Purbeck Stone vs Byte Blue in Real Spaces
1 real room side by side. Seeing Purbeck Stone and Byte Blue in actual rooms makes the difference concrete; browse the spaces below to get a feel for how each color lives on a wall.
Living Room
In a living room, color works across both daylight and evening light — the same wall can read very differently at noon and at 8pm. The LRV gap is large enough that Byte Blue will make the room feel meaningfully brighter than Purbeck Stone would.
Color Details
Purbeck Stone vs Byte Blue Simulated Comparison
5 simulated room previews — drag the slider on each to see Purbeck Stone on one side and Byte Blue on the other.

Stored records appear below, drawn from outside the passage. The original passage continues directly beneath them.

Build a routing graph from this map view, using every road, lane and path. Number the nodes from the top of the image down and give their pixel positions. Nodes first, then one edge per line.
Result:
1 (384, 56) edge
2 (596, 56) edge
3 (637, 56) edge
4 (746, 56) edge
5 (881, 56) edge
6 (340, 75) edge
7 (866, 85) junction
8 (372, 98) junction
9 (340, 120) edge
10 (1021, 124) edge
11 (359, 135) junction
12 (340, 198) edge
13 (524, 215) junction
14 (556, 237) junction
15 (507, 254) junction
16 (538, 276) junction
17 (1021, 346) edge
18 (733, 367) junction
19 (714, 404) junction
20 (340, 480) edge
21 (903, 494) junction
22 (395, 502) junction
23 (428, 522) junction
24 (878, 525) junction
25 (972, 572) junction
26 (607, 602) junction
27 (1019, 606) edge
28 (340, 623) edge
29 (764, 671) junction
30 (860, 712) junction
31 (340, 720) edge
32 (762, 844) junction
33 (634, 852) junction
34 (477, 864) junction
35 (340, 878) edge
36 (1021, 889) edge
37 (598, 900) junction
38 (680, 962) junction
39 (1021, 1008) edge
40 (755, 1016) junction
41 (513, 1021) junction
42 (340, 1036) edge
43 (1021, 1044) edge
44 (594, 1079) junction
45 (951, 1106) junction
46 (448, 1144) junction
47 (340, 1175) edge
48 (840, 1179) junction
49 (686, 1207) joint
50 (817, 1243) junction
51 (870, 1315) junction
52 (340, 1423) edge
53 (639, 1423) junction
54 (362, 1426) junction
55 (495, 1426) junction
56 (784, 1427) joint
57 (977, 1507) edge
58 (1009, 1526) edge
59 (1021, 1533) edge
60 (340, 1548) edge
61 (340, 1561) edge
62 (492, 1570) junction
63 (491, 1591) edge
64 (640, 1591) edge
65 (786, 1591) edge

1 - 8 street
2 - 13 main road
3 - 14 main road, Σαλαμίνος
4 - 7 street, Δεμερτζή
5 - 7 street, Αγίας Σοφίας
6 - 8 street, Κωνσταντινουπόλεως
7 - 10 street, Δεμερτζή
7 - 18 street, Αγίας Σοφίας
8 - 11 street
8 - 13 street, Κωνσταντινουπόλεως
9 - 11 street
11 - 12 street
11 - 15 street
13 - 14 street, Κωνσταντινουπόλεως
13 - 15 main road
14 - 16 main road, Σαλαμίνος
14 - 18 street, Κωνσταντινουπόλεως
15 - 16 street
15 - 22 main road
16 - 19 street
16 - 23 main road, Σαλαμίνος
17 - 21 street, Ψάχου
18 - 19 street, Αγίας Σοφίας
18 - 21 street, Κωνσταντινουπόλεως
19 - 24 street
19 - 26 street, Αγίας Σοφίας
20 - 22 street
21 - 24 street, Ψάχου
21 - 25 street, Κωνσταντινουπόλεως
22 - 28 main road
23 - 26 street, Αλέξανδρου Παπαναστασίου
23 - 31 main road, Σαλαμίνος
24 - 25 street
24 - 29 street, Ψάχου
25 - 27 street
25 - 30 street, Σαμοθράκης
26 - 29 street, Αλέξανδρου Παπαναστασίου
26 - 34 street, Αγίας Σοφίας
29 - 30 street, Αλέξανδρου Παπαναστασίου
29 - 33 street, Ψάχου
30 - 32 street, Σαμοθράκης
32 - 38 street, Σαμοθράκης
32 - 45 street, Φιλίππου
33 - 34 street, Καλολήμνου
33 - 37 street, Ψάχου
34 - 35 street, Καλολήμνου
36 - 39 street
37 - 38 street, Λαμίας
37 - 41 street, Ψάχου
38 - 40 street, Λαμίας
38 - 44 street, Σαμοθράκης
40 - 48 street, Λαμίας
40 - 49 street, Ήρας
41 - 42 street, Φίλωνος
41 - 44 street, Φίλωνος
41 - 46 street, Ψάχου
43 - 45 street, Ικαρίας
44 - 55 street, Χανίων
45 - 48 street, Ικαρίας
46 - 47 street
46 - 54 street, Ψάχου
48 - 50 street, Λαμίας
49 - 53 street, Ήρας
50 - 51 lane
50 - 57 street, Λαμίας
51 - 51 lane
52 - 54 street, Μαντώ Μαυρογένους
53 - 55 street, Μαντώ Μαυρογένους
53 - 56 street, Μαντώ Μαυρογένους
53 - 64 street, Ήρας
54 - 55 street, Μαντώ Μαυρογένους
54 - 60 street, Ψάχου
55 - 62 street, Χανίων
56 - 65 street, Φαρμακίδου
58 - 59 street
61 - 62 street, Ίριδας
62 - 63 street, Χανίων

Digital color is approximate. These simulations are generated from the manufacturer's hex values and overlaid on grayscale room photos — your screen's calibration, brightness, and viewing angle all affect how they render. Before committing to either color, test physical samples in your own space under the light you actually live with.
More Purbeck Stone comparisons
See how Purbeck Stone stacks up against other well-photographed colors across different brands and tones.